Mais contrairement aux dispositifs des précédentes délégations de service public, cette nouvelle convention prévoit l’accompagnement du Pays au travers de contributions financières forfaitaires dans le cadre d’un partenariat plus étroit, avec des obligations réciproques. Outre cette contribution forfaitaire du Pays qui pourrait être de l’ordre de 850 millions Fcfp par an, la collectivité se garde l’initiative de la tarification et s’engage à développer les infrastructures dédiées sur le réseau routier (accès, abris bus, supports de signalétique, etc).

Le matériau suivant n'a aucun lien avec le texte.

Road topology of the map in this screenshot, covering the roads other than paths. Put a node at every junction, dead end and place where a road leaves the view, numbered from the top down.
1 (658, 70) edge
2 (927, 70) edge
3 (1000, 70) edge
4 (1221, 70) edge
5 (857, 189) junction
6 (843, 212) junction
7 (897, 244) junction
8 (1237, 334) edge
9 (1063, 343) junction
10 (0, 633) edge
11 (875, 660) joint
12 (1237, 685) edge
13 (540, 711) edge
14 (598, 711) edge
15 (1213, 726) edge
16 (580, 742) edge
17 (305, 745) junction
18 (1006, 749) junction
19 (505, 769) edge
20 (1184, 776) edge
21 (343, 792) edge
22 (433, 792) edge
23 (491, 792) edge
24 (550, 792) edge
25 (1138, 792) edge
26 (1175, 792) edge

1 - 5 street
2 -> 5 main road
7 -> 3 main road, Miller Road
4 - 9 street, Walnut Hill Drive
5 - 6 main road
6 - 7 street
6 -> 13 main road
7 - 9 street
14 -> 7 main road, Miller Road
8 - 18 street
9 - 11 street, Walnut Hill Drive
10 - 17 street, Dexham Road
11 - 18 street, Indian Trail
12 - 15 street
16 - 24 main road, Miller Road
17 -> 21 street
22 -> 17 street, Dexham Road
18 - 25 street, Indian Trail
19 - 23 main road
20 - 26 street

​De son côté, le prestataire devra desservir un maillage de 21 lignes régulières dans l’agglomération de Papeete et dans les communes, sans considération de rentabilité, mais avec des horaires préétablis, une fréquence adaptée aux besoins et des lignes desservant les vallées les plus peuplées. RTCT devra en outre assurer, dans les mêmes conditions, la desserte de 173 lignes scolaires.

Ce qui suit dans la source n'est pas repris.